I don't know if the equations will render for you correctly or not. Some browsers changed their MimeTex rendering engine a few years back and so it's hit an miss. Chrome (at least my version) doesn't.

But the basic idea is pretty simple.

If I have two signals, v1(t) and v2(t), then it is not uncommon for me to be primarily interested in the difference of the two signals

vd = v2(t) - v1(t)

I would like to represent v1(t) and v2(t) in terms of vd(t). I therefore attribute half of the difference to each signal and write

v2(t) = +vd(t)/2 + something1
v1(t) = - vd(t)/2 + something2

A bit of algebra should convince you that

something1 = something2 = (v2(t) + v1(t))/2 = the average of v1(t) and v2(t).
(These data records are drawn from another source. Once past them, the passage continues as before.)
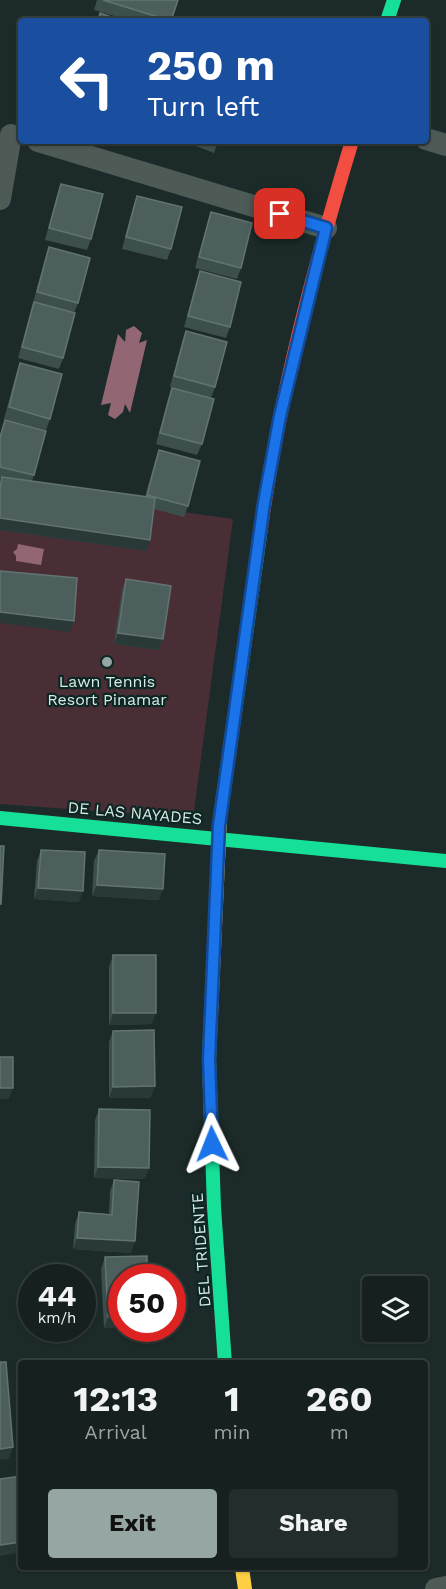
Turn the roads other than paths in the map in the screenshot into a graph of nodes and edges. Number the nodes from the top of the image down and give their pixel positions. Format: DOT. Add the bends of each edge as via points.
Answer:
graph roads {
  1 [pos="394,0"];
  2 [pos="388,18"];
  3 [pos="11,135"];
  4 [pos="429,140"];
  5 [pos="48,144"];
  6 [pos="351,144"];
  7 [pos="446,145"];
  8 [pos="0,199"];
  9 [pos="326,228"];
  10 [pos="0,818"];
  11 [pos="218,837"];
  12 [pos="446,861"];
  13 [pos="225,1360"];
  14 [pos="243,1570"];
  15 [pos="446,1587"];
  16 [pos="244,1589"];
  17 [pos="436,1589"];
  1 -- 2 [label="main road"];
  3 -- 8 [label="street"];
  4 -- 7 [label="street"];
  5 -- 9 [label="street"];
  6 -- 9 [label="main road, DEL TRIDENTE"];
  9 -- 11 [label="main road, DEL TRIDENTE" via="280,416 264,503"];
  10 -- 11 [label="main road, DE LAS NAYADES"];
  11 -- 12 [label="main road, DE LAS NAYADES"];
  11 -- 13 [label="main road, DEL TRIDENTE" via="209,1059 213,1207"];
  14 -- 16 [label="main road"];
  15 -- 17 [label="street"];
}
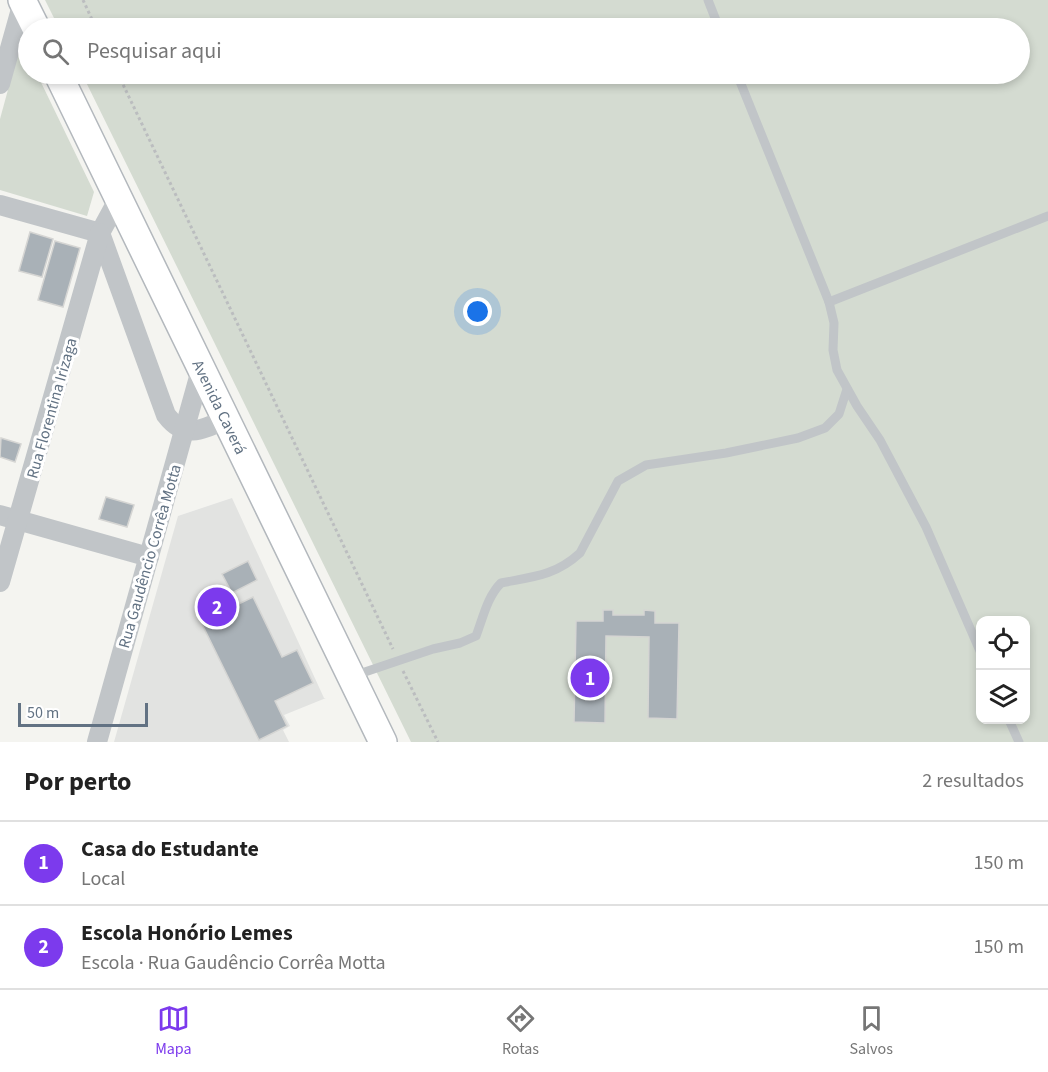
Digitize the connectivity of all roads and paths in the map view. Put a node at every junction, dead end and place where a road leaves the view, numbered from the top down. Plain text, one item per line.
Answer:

We call the average signal the "common mode" signal.

At the end of the day, all we are saying is that we can represent two arbitrary signals in terms of the average (what they have in common) plus/minus half of the difference (what they don't have in common).

But, as OBW0549 said, data sheets are often a bit sloppy and talk about the "input common mode range" when that is not what they really mean. Instead, what they almost always mean is the input voltage range of each signal, completely irrespective of any other signal, relative to that chip's power supply rails.
 

MisterBill2

Joined Jan 23, 2018
6,997
Basically for a two wire signal, common-mode is the voltage that is common (the same from both wires to ground).
This is normally desired to be suppressed as compared to the signal voltage.
In amplifiers this is called common-mode rejection.

Differential-mode is the voltage difference between them (normally the signal voltage).
Amplifiers normally amplify this voltage.
Both post #3 and post #5 are correct. Post #5 is a lot simpler.
Differential voltage is the difference between the two conductors that are not the common reference, which is usually "ground", in any of the meanings. Then common mode voltage is the voltage between tat pair of wires and that ground. Where problems happen is when the voltage of interest is from the circuit between the two wires, and it is small, while the voltage between those two wires and ground is larger, especially when it is more than the device the wires are connected to can handle. Hopefully this added explanation helps. Note that I never mentioned amplifiers. They are not the only things that get connected to differential pairs. Telephones were the first type of devices connected to differential pairs.